As the group starts dramatizing the story, it has to bear in mind that the first step towards dramatization is: creating dialogues and also creating characters who speak these dialogues. Now you would say, it is simple enough, but it isn’t as simple as it sounds. I have already spoken to you about the ‘dialogue’ and how it is different from an ‘ordinary conversation’. Now let me make a few observations about the character. In a way, a character in drama is just another person, like you and me. A character is the product of one of the several possibilities that are inherent in you and me. You are not King Lear or King Oedipus, but given a different set of circumstances, you may become either. So, a character always has a ‘being’ and more significantly, s/he is always in a state of ‘becoming’; character is a series of possibilities out of which some may be explored and others left unexplored by a playwright. His selection of incidents and situations from his life depends largely upon the way and the direction in which he wants the character to develop.
And let us remember that a character always develops within the framework of a particular drama, which is also to say, that s/he could develop differently in a different context. People have experimented with this idea. Someone has written a play on Lady Macbeth, who only plays a supportive role in the play Macbeth and someone on Rosencrantz and Guildenstern (Tom Stoppard), who are only minor characters in Hamlet. Let me list a few things that a playwright remembers while creating a character. These are: consistency, credibility, plausibility and internal coherence. All this might sound too textual, so let me now talk of how to create a character on the stage. We all understand that role-playing is an important aspect of socialization. Not only do we have to understand the limits, demands, requirements and obligations of our role, but also perform them in a fairly consistent manner.

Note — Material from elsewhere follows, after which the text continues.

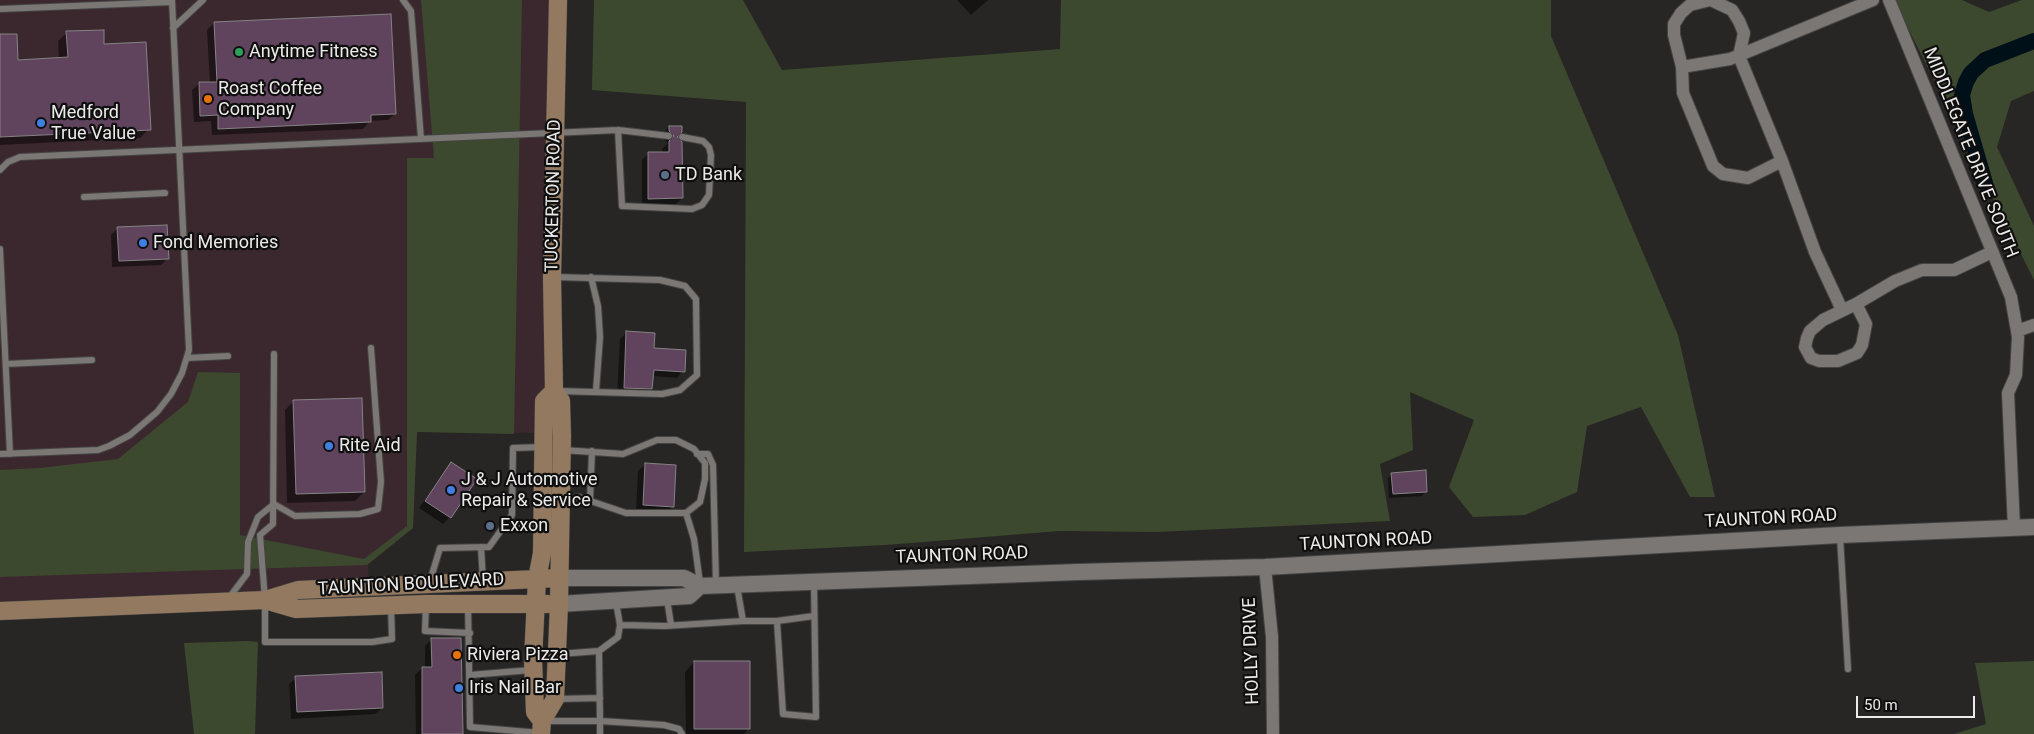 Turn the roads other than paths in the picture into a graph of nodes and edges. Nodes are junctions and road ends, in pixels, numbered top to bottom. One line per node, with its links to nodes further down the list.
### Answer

If we don’t do it, we invite the charge of being undependable or acting in a manner inconsistent with our character.
So role-playing is central to character making. Just as re-telling story is important to discover how to make a plot, so role-playing is important to know how to make a character.  Just ask a group of students to act and behave like someone else, perhaps their teacher. As it progresses, one can add other elements to it, such as gestures, facial expressions, style of walking or talking and even costumes. What actually starts as a game becomes a more serious exercise towards ‘creating a character’. You have a story you are prepared to re-tell, you have written a series of structured dialogues, and your role-playing is becoming more than a game; well, you don’t have to build the play anymore. You have arrived at a crucial moment when it is ready to be staged.

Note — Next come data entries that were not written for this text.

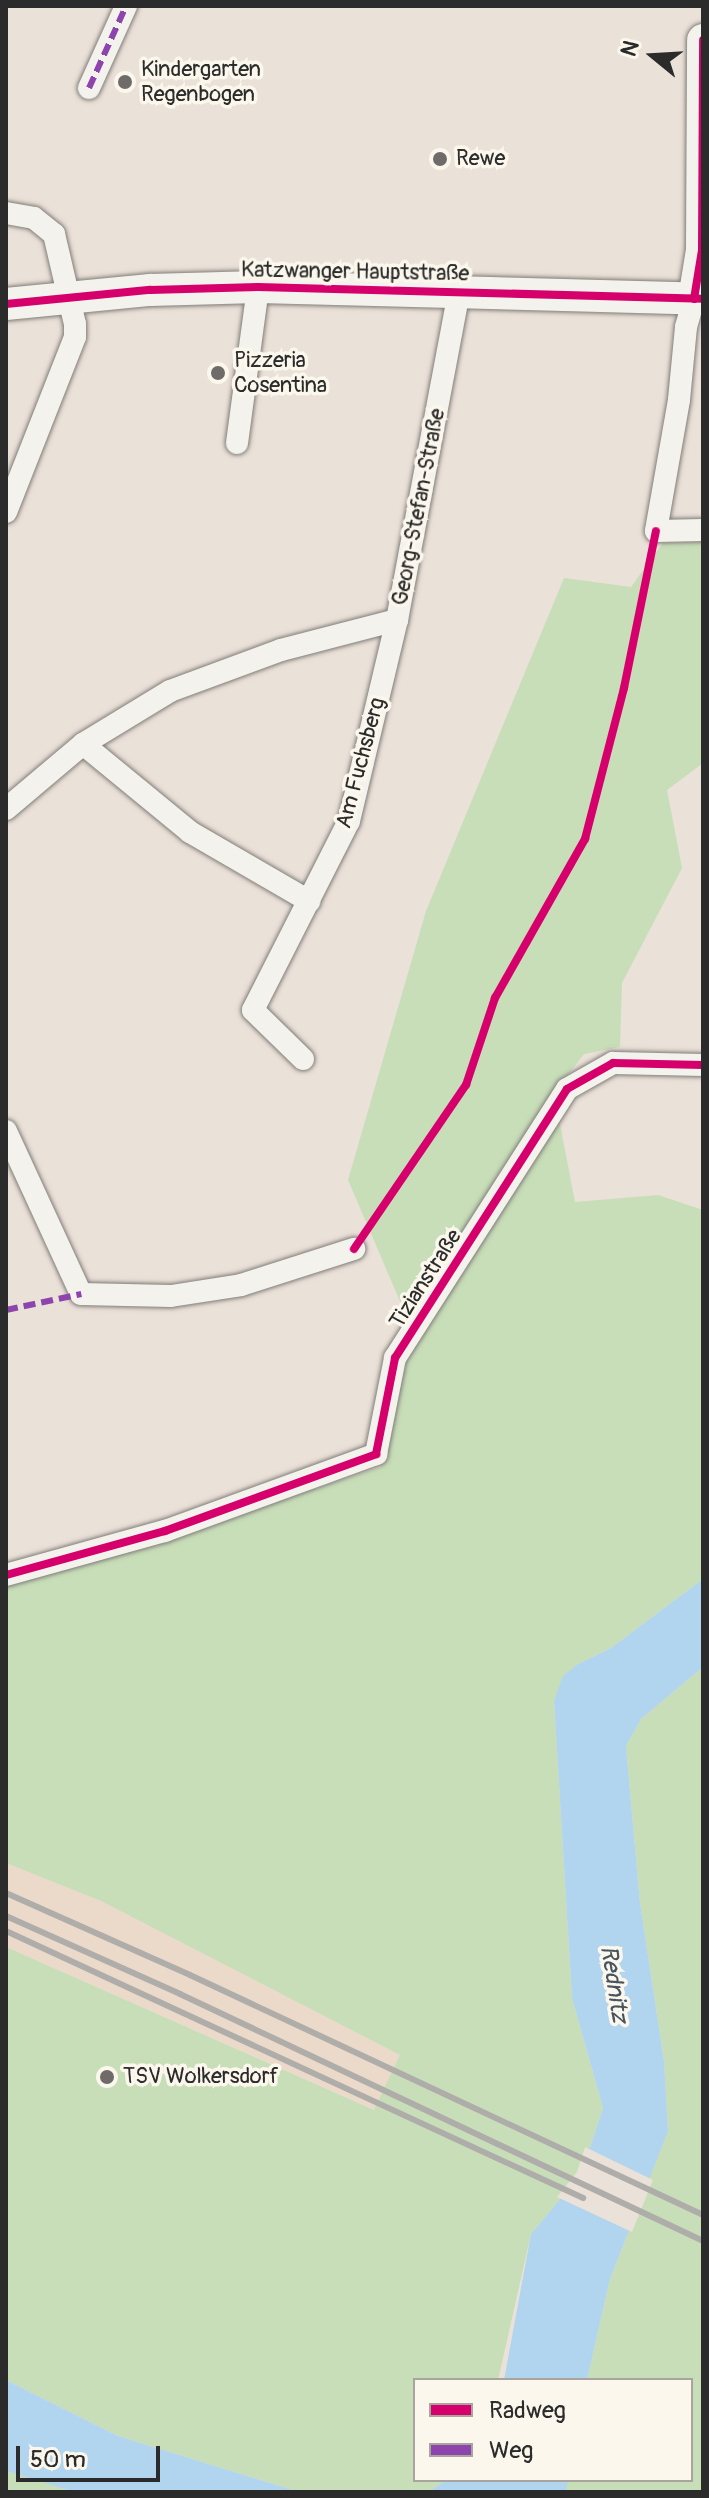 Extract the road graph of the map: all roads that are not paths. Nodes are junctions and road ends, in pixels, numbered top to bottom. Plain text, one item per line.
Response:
1 (126, 6) edge
2 (703, 40) edge
3 (89, 88) dead end
4 (703, 167) edge
5 (6, 213) edge
6 (258, 287) junction
7 (459, 292) junction
8 (69, 296) junction
9 (698, 299) edge
10 (6, 304) edge
11 (237, 443) dead end
12 (6, 512) edge
13 (703, 530) edge
14 (397, 620) junction
15 (83, 744) junction
16 (6, 809) edge
17 (309, 901) junction
18 (303, 1059) dead end
19 (703, 1065) edge
20 (6, 1131) edge
21 (354, 1249) dead end
22 (6, 1575) edge

1 - 3 street
2 - 4 main road
4 - 9 main road
5 - 8 street
6 - 7 main road, Katzwanger Hauptstraße
6 - 8 main road, Katzwanger Hauptstraße
6 - 11 street, Katzwanger Hauptstraße
7 - 9 main road, Katzwanger Hauptstraße
7 - 14 street, Georg-Stefan-Straße
8 - 10 main road, Katzwanger Hauptstraße
8 - 12 street
9 - 13 street
14 - 15 street, Georg-Stefan-Straße
14 - 17 street, Am Fuchsberg
15 - 16 street, Georg-Stefan-Straße
15 - 17 street
17 - 18 street, Am Fuchsberg
19 - 22 street, Tizianstraße
20 - 21 street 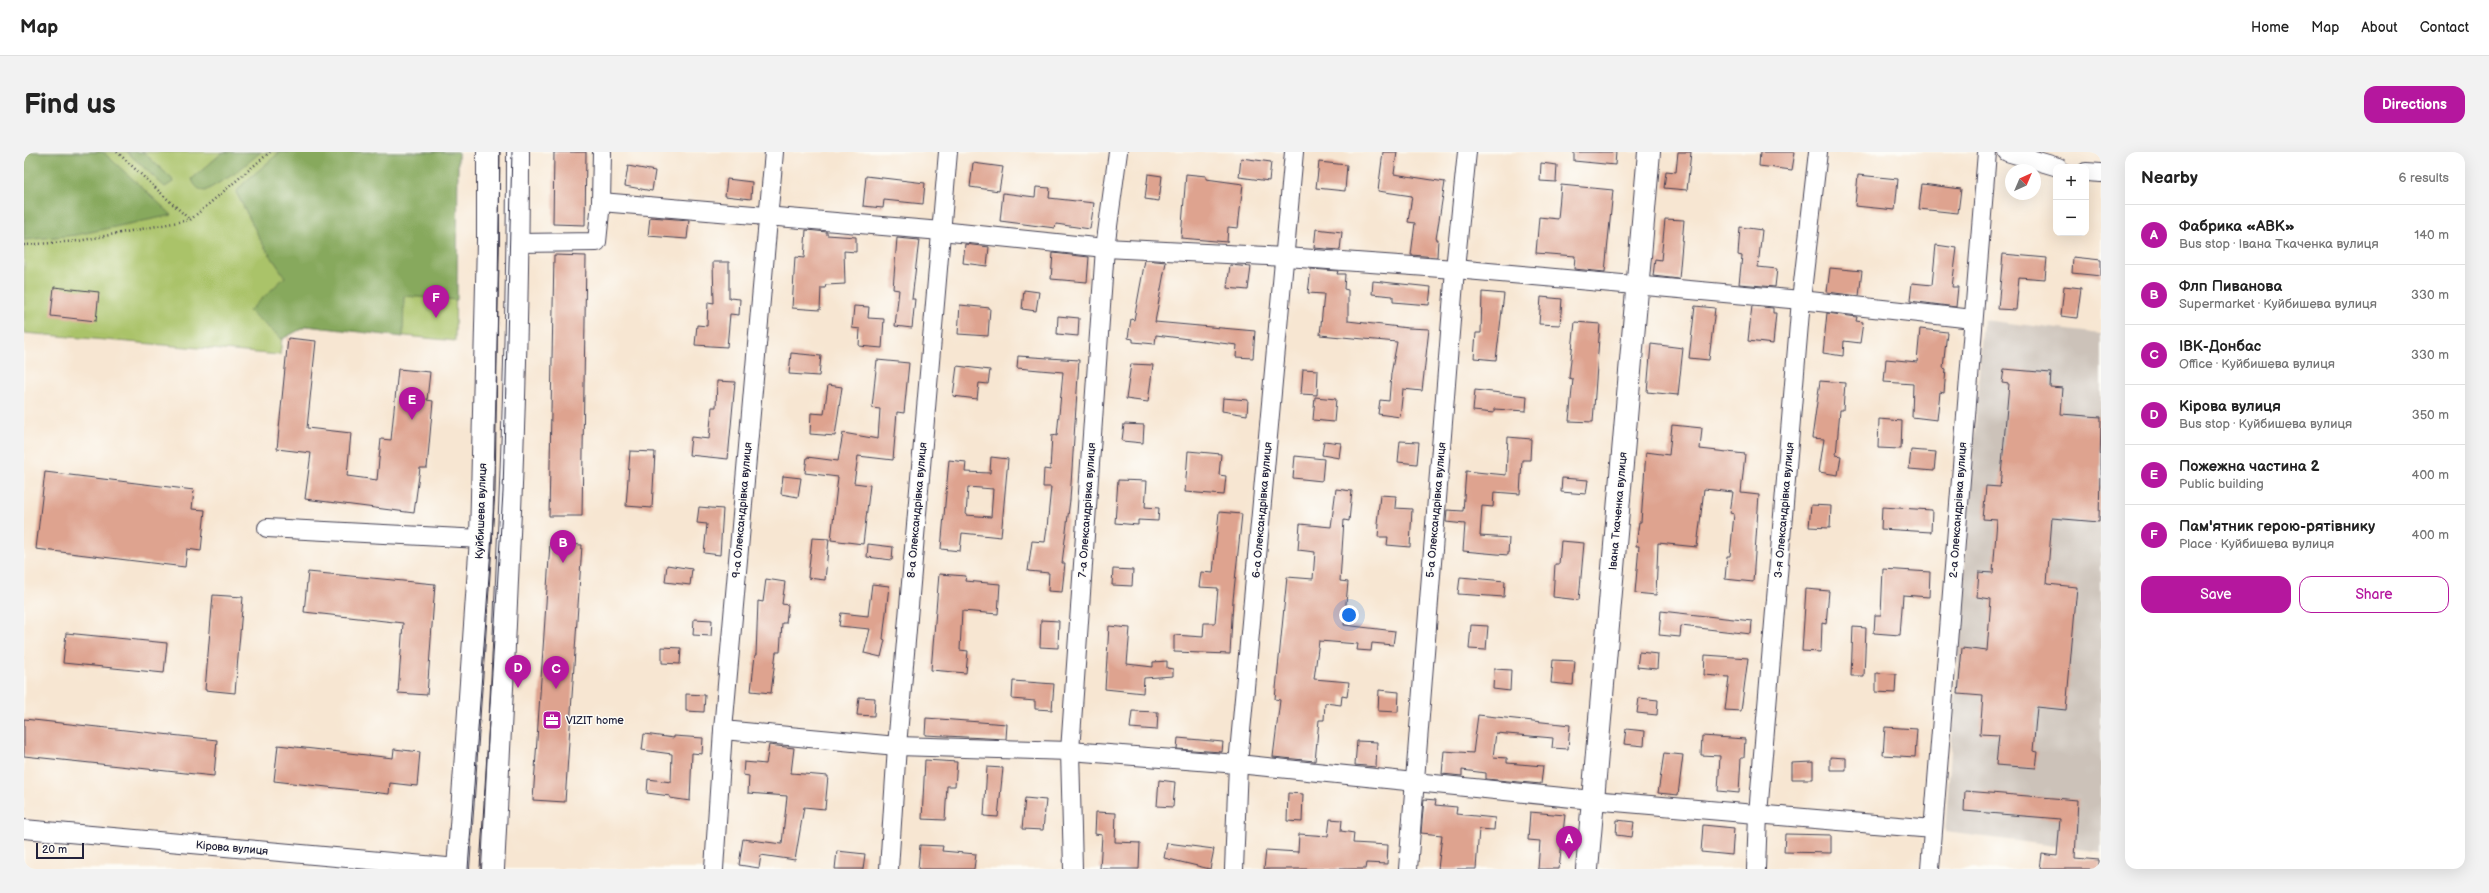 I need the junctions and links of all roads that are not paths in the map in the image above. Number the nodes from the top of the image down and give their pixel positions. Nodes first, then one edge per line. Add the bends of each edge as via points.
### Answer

I have shared some of these observations with you in the hope that each one of you has a budding actor, a playwright or a director inside you. You always had the potential, now you have the roadmap as well. Just go ahead and realize your latent potential. And once you do so, the play will start rolling off your workshop.  
Do I see the clouds of smoke rising somewhere out there? Is someone’s imagination on fire? Is something cooking? And, is it a play, by any chance?